2. When to write: MORNING PAGES
Writing it down as needed is enough usually, but like me, some people swear by writing three pages every morning, just to clear their head of thoughts that surfaced overnight. Julia Cameron, author of The Artist’s Way, uses morning pages in her training for creative-types, but it can work for anyone.
Julia says, “Sometimes I think they should be M-O-U-R-N-I-N-G Pages. Because they are a farewell to life as you knew it and an introduction to life as it will be.”
You may even find yourself writing to God about what is going on. He knows you better than anyone.
3. Some people just churn out words
Sometimes you could almost call it “vomit”. You may not ever revisit those pages again. But it gives you a moment to let go of things that otherwise your partner, your neighbor or your work colleague might get a load of.
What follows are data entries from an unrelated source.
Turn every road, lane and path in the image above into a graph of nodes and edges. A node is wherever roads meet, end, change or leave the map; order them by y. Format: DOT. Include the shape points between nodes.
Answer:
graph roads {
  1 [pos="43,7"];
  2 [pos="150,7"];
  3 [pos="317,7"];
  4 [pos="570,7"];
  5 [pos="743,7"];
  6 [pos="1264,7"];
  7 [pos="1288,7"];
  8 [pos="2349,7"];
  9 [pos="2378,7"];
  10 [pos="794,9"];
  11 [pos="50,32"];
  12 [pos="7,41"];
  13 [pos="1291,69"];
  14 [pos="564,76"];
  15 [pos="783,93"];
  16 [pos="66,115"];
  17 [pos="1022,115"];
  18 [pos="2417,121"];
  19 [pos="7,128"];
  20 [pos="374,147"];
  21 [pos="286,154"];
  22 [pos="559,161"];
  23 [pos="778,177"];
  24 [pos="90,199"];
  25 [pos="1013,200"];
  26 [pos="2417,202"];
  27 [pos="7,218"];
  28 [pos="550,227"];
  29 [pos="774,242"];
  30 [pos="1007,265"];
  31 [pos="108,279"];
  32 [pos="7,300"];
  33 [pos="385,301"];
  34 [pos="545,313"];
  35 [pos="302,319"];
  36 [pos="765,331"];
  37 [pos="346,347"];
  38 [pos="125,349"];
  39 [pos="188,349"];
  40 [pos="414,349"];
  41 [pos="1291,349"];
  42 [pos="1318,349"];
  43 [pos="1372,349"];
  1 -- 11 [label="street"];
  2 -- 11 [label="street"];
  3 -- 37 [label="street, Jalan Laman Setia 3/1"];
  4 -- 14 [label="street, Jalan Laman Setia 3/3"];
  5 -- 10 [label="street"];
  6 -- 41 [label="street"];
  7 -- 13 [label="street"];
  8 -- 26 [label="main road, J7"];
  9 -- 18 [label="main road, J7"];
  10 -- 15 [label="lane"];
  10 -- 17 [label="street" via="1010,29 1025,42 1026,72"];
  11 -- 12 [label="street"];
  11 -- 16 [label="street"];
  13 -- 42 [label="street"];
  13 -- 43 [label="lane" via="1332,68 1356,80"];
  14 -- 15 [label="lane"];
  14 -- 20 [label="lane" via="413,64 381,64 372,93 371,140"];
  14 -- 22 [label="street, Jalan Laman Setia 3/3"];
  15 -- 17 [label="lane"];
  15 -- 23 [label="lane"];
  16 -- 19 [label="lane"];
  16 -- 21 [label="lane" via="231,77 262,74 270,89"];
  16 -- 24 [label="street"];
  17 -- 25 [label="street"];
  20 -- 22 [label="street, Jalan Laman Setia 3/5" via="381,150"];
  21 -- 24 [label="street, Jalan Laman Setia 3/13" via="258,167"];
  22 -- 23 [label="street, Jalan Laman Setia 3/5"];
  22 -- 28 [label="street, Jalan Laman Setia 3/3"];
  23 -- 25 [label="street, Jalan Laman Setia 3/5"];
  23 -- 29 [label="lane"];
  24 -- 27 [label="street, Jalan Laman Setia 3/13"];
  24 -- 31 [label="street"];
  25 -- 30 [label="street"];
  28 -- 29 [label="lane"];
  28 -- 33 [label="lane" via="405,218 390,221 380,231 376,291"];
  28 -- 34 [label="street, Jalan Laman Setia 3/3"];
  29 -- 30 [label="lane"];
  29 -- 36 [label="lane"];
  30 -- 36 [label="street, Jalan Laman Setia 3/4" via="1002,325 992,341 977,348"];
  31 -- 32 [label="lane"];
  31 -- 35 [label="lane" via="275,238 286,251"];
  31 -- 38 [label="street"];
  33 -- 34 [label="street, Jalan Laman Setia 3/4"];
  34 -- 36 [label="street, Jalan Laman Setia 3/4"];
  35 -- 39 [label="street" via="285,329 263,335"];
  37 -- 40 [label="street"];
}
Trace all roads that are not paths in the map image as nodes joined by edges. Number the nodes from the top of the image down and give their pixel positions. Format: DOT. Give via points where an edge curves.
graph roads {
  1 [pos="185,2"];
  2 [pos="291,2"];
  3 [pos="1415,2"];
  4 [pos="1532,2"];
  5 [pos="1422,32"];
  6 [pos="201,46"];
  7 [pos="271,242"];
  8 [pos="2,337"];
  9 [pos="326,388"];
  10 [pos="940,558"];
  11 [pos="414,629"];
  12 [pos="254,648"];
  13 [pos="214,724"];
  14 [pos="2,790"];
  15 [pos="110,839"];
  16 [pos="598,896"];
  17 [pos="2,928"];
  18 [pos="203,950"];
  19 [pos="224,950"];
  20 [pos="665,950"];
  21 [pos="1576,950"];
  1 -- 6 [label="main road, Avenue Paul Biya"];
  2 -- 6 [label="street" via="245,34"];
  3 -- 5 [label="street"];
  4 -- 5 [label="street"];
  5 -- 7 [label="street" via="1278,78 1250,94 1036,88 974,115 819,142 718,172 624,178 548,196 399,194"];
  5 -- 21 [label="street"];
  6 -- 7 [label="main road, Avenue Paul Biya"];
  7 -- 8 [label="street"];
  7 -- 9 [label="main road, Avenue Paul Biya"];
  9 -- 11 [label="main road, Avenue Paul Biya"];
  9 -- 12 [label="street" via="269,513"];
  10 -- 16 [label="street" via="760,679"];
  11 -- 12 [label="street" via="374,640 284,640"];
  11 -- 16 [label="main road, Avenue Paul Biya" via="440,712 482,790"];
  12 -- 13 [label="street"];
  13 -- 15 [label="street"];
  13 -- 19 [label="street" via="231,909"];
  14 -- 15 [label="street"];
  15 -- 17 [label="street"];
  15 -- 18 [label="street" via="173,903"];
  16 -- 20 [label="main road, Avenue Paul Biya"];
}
And for much of that, I’d rather it be the paper who hears my woes!
Once that top layer of complaint is out of your head, there are often other thoughts and thinking that can surface. You can access other thinking far more easily. Often it is possible to problem solve most of the things you face, because the answers often just come. I suspect it becomes a spiritual exercise at this point. You can now tap into the depths in your spirit, so often crowded out by that top layer of thinking. Here you are much more able to commune with God.
4. Write it all down, as it comes to you
Even if you have to stay up late to write in your journal, do it anyway. The release you get from getting things out of your system makes every minute worthwhile. Perhaps it’s time to forgive yourself for doing, or saying, something. Or maybe it is time to forgive someone else. People are not perfect. They do dumb things and hurt others – sometimes by mistake, and other times intentionally.
It could even be the moment has come to forgive that person who you resent. Resentment only causes bitterness for you, and does nothing to relieve the angst. The only way to be truly free from someone who has hurt you is to forgive them. If you don’t, they will still have a hold on you!
“Perhaps it’s time to forgive yourself“
5. Unexpected outcomes
Sometimes, unexpectedly, what you write is quite therapeutic. You work things out. Thoughts surface from deeper parts of your memory. You remember what happened to you as you were growing up. That terrible day when those kids bullied you at school. Or perhaps the look your mother gave you when you arrived home covered in mud. Your inner soul gets a breather as you release those darker memories. Sometimes, you can only reclaim your joy when you deal with deeper issues.
6. Find time to do it!
And I’m guessing you’re saying, “Heck Jenny, where am I going to get time to write three pages every morning?”
I know, I hear you! There were times I had hardly a moment to scratch myself when I had five kids at school, plus work and home to manage, and a husband I supported with his multiple responsibilities. I was happy some days if all I could do was get them fed, washed and out the door in clean clothes!
However, it isn’t impossible to schedule some time, even if it’s just once or twice a week. Turn off the TV, stay up a little bit later, or get up half an hour earlier. You can do it! It’s so worth the effort.